▶ _EXERCISE AIM_: Repeat each entry as written, dropping any picture you find.
GIVEN DATA Start Marker
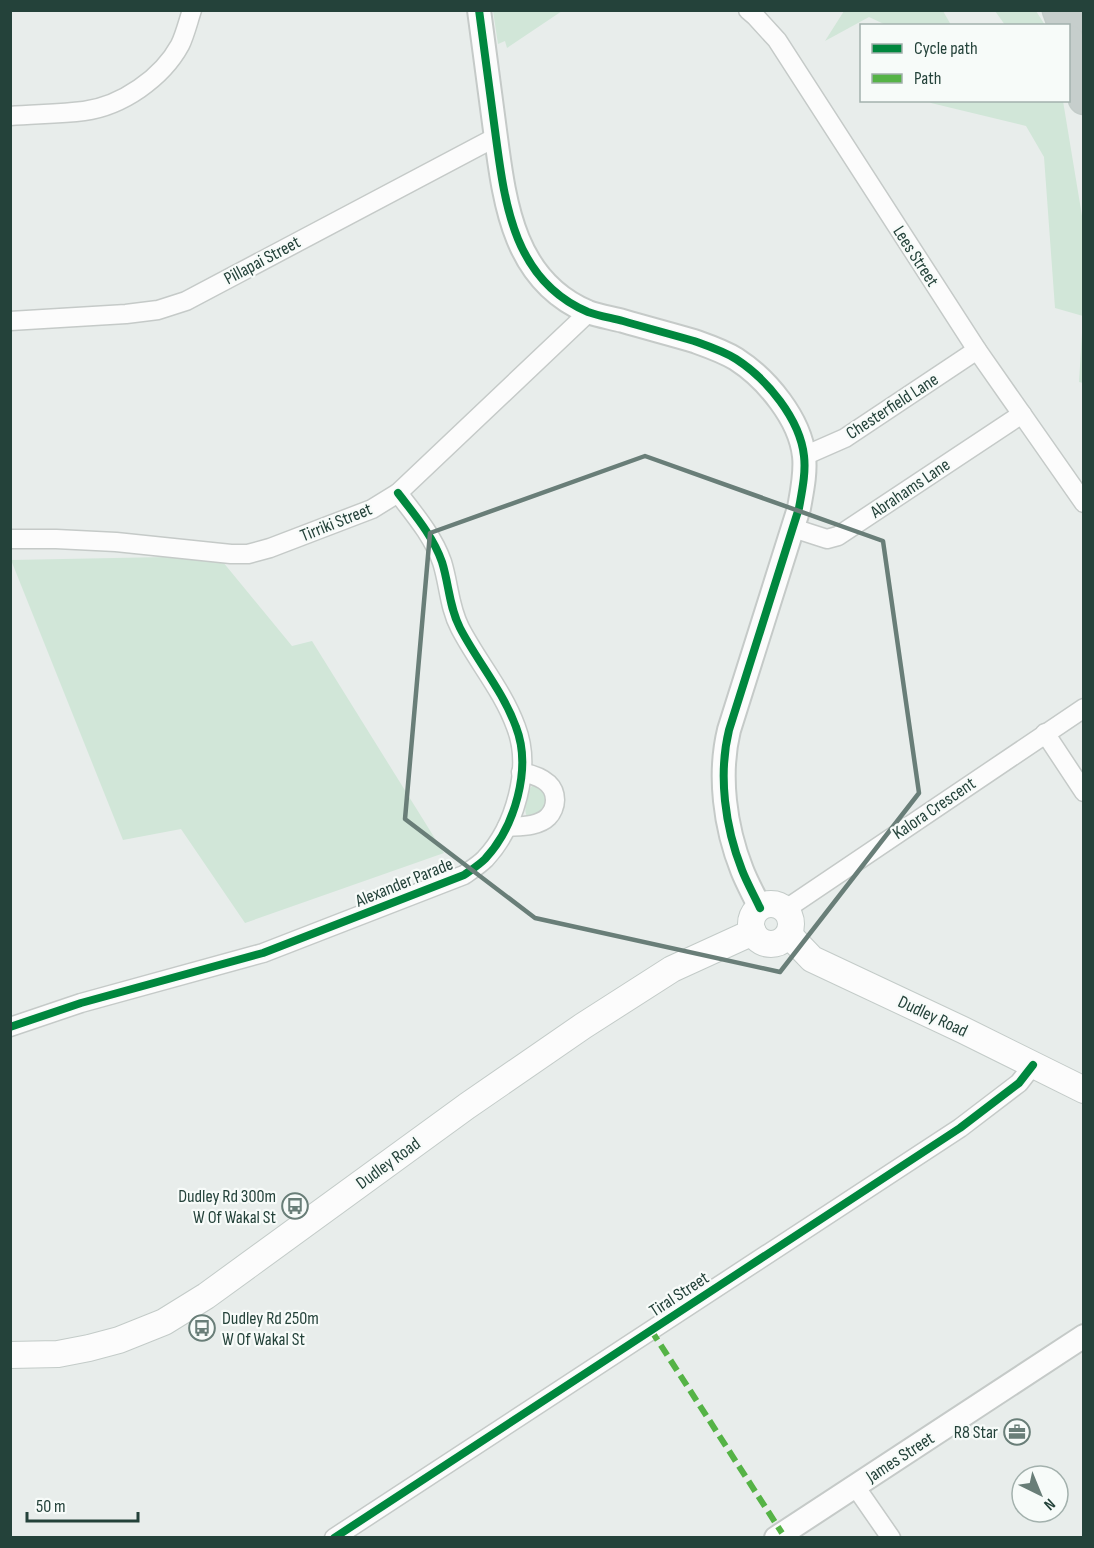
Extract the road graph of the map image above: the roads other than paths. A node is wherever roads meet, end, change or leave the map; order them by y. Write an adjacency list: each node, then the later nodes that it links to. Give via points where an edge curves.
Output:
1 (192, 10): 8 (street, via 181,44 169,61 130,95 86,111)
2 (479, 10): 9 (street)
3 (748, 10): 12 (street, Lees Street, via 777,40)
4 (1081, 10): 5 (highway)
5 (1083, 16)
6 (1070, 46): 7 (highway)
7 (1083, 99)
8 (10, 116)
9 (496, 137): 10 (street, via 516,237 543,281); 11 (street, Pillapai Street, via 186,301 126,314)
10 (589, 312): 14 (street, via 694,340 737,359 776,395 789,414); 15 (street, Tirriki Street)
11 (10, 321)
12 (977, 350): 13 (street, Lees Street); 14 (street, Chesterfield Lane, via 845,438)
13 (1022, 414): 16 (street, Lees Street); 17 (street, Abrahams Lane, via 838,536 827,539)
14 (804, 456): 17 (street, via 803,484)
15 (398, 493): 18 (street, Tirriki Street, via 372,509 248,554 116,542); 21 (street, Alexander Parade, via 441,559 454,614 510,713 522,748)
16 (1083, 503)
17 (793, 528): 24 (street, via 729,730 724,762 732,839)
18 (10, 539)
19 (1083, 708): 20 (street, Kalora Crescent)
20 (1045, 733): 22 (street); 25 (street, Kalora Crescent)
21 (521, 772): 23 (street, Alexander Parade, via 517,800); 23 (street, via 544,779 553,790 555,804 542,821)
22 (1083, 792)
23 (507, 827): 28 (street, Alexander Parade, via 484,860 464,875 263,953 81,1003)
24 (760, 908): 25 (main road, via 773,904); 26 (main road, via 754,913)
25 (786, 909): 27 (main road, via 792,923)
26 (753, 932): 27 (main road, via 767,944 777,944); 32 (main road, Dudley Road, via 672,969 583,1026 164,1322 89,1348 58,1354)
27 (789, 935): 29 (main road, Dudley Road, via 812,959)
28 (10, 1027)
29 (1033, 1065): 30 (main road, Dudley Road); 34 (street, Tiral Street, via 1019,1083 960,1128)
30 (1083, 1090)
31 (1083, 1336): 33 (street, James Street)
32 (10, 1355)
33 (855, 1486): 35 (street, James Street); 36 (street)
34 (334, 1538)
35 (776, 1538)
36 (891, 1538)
GIVEN DATA End Marker
▶ _EXERCISE OUTPUT_:
Extract the road graph of the map image above: the roads other than paths. A node is wherever roads meet, end, change or leave the map; order them by y. Write an adjacency list: each node, then the later nodes that it links to. Give via points where an edge curves.
Output:
1 (192, 10): 8 (street, via 181,44 169,61 130,95 86,111)
2 (479, 10): 9 (street)
3 (748, 10): 12 (street, Lees Street, via 777,40)
4 (1081, 10): 5 (highway)
5 (1083, 16)
6 (1070, 46): 7 (highway)
7 (1083, 99)
8 (10, 116)
9 (496, 137): 10 (street, via 516,237 543,281); 11 (street, Pillapai Street, via 186,301 126,314)
10 (589, 312): 14 (street, via 694,340 737,359 776,395 789,414); 15 (street, Tirriki Street)
11 (10, 321)
12 (977, 350): 13 (street, Lees Street); 14 (street, Chesterfield Lane, via 845,438)
13 (1022, 414): 16 (street, Lees Street); 17 (street, Abrahams Lane, via 838,536 827,539)
14 (804, 456): 17 (street, via 803,484)
15 (398, 493): 18 (street, Tirriki Street, via 372,509 248,554 116,542); 21 (street, Alexander Parade, via 441,559 454,614 510,713 522,748)
16 (1083, 503)
17 (793, 528): 24 (street, via 729,730 724,762 732,839)
18 (10, 539)
19 (1083, 708): 20 (street, Kalora Crescent)
20 (1045, 733): 22 (street); 25 (street, Kalora Crescent)
21 (521, 772): 23 (street, Alexander Parade, via 517,800); 23 (street, via 544,779 553,790 555,804 542,821)
22 (1083, 792)
23 (507, 827): 28 (street, Alexander Parade, via 484,860 464,875 263,953 81,1003)
24 (760, 908): 25 (main road, via 773,904); 26 (main road, via 754,913)
25 (786, 909): 27 (main road, via 792,923)
26 (753, 932): 27 (main road, via 767,944 777,944); 32 (main road, Dudley Road, via 672,969 583,1026 164,1322 89,1348 58,1354)
27 (789, 935): 29 (main road, Dudley Road, via 812,959)
28 (10, 1027)
29 (1033, 1065): 30 (main road, Dudley Road); 34 (street, Tiral Street, via 1019,1083 960,1128)
30 (1083, 1090)
31 (1083, 1336): 33 (street, James Street)
32 (10, 1355)
33 (855, 1486): 35 (street, James Street); 36 (street)
34 (334, 1538)
35 (776, 1538)
36 (891, 1538)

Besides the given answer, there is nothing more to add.